Audit your service accounts for unnecessary privileges and weak passwords. Any service account with domain admin access that doesn't strictly need it is a risk. Rotate the passwords and consider managed service accounts for automated rotation.
Implement a tiered access model so that domain admin credentials never touch standard workstations. This single change blocks the most common lateral movement path.
Enforce password policies that match the Danzell requirements: 12 characters minimum without MFA, eight with MFA, and block common passwords using a deny list.
What Danzell changes for AD security
The Danzell update to Cyber Essentials doesn't mention Active Directory by name, but several changes hit AD environments directly.
14-day patching applies to domain controllers. Your domain controllers are servers, and they are in scope. If Microsoft releases a critical patch for AD (and they do, regularly), you've got 14 days to apply it. Domain controllers are the servers that most IT teams are most nervous about patching because a failed update can take the entire domain offline. That's understandable, but under Danzell, leaving a CVSS 7+ vulnerability unpatched past 14 days is expected to be an automatic failure. You need a patching process that includes your DCs, with a test procedure and a rollback plan.
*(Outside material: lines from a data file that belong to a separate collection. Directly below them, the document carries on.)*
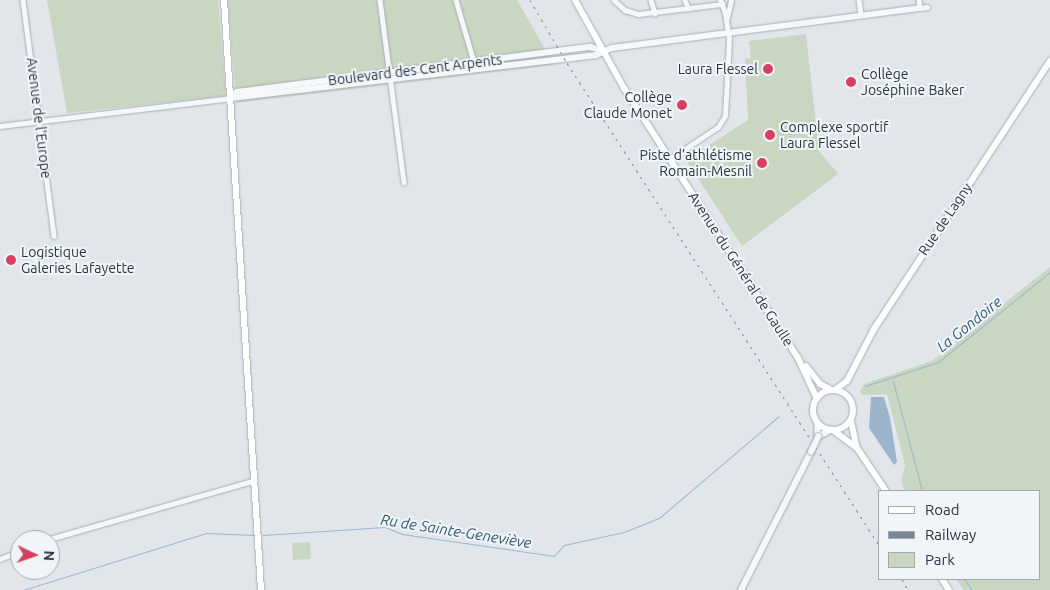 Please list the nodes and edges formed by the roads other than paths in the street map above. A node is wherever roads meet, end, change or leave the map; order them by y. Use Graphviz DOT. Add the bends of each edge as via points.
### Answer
graph roads {
  1 [pos="23,0"];
  2 [pos="224,0"];
  3 [pos="380,0"];
  4 [pos="456,0"];
  5 [pos="575,0"];
  6 [pos="614,0"];
  7 [pos="651,0"];
  8 [pos="685,0"];
  9 [pos="731,0"];
  10 [pos="859,0"];
  11 [pos="920,0"];
  12 [pos="721,2"];
  13 [pos="924,7"];
  14 [pos="688,8"];
  15 [pos="655,13"];
  16 [pos="861,15"];
  17 [pos="727,19"];
  18 [pos="728,33"];
  19 [pos="602,50"];
  20 [pos="1050,61"];
  21 [pos="474,62"];
  22 [pos="391,76"];
  23 [pos="231,98"];
  24 [pos="39,121"];
  25 [pos="0,126"];
  26 [pos="670,159"];
  27 [pos="404,182"];
  28 [pos="54,236"];
  29 [pos="798,358"];
  30 [pos="847,381"];
  31 [pos="833,390"];
  32 [pos="848,396"];
  33 [pos="817,399"];
  34 [pos="851,419"];
  35 [pos="818,424"];
  36 [pos="831,430"];
  37 [pos="818,437"];
  38 [pos="857,448"];
  39 [pos="255,480"];
  40 [pos="885,490"];
  41 [pos="60,536"];
  42 [pos="261,590"];
  43 [pos="741,590"];
  1 -- 24 [label="street, Avenue de l'Europe"];
  2 -- 23 [label="main road"];
  3 -- 22 [label="street"];
  4 -- 21 [label="street"];
  5 -- 19 [label="main road, Avenue du Général de Gaulle"];
  6 -- 15 [label="street" via="624,10 638,14"];
  7 -- 15 [label="street"];
  8 -- 14 [label="street"];
  9 -- 17 [label="street"];
  10 -- 16 [label="street"];
  11 -- 13 [label="street"];
  12 -- 14 [label="street"];
  12 -- 17 [label="street"];
  13 -- 16 [label="street, Boulevard des Cent Arpents"];
  14 -- 15 [label="street"];
  16 -- 18 [label="street, Boulevard des Cent Arpents"];
  17 -- 18 [label="street"];
  18 -- 19 [label="street, Boulevard des Cent Arpents"];
  18 -- 26 [label="street" via="723,121"];
  19 -- 21 [label="street, Boulevard des Cent Arpents" via="590,47"];
  19 -- 22 [label="street, Boulevard des Cent Arpents" via="596,55"];
  19 -- 26 [label="main road, Avenue du Général de Gaulle"];
  20 -- 30 [label="main road, Rue de Lagny" via="883,315"];
  21 -- 22 [label="street, Boulevard des Cent Arpents"];
  22 -- 23 [label="street, Boulevard des Cent Arpents" via="237,92"];
  22 -- 27 [label="street"];
  23 -- 24 [label="street, Boulevard des Cent Arpents"];
  23 -- 39 [label="main road"];
  24 -- 25 [label="street, Boulevard des Cent Arpents"];
  24 -- 28 [label="street, Avenue de l'Europe"];
  26 -- 29 [label="main road, Avenue du Général de Gaulle"];
  29 -- 31 [label="main road, Avenue du Général de Gaulle" via="820,384"];
  29 -- 33 [label="main road, Avenue du Général de Gaulle"];
  30 -- 31 [label="main road, Rue de Lagny"];
  30 -- 32 [label="main road"];
  31 -- 32 [label="main road"];
  31 -- 33 [label="main road"];
  32 -- 34 [label="main road" via="853,407"];
  33 -- 35 [label="main road" via="813,411"];
  34 -- 36 [label="main road" via="843,427"];
  34 -- 38 [label="main road"];
  35 -- 36 [label="main road"];
  35 -- 37 [label="street"];
  36 -- 37 [label="street"];
  36 -- 38 [label="main road" via="840,433"];
  37 -- 43 [label="street, bridge"];
  38 -- 40 [label="main road"];
  39 -- 41 [label="street"];
  39 -- 42 [label="main road"];
}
Password policy changes. Danzell requires 12-character minimum passwords where MFA isn't in use, or 8 characters with MFA. For most AD environments, this means updating your domain password policy. A lot of organisations are still running 8-character minimums without MFA on domain accounts. That's a compliance gap under v3.3, and it's also exactly the condition that makes password spraying effective.
CE Plus double sampling could include your AD servers. Under Danzell, if the first internal vulnerability scan sample finds unpatched critical or high-risk vulnerabilities, a second random sample of the same size gets taken. Your domain controllers, member servers, and workstations are all in the pool. You can't predict which devices the assessor will pick for the second sample, so patching has to be consistent everywhere. An organisation that patches its user workstations promptly but leaves domain controllers on a quarterly cycle is exactly the scenario double sampling is designed to catch.
What assessors check
When I'm doing a CE Plus assessment (I do them as well as pen tests), I'm looking at AD from a different angle than during a pen test. On a pen test, I'm trying to compromise the environment. On a CE Plus assessment, I'm verifying that the controls are in place.
For AD specifically, I'm checking that password policies match the requirements. That means pulling up the domain password policy in Group Policy and confirming the minimum length, complexity settings, and lockout thresholds. I'm checking whether MFA is configured for cloud service access. I'm running vulnerability scans against in-scope devices (which include domain controllers) and checking whether critical patches are within the 14-day window.
I'm also looking at the answers in the Verified Self-Assessment. If the VSA says "we patch within 14 days" and I find a domain controller running a 30-day-old critical patch, that's a failure. And under Danzell, it's expected to be a hard failure with no assessor discretion.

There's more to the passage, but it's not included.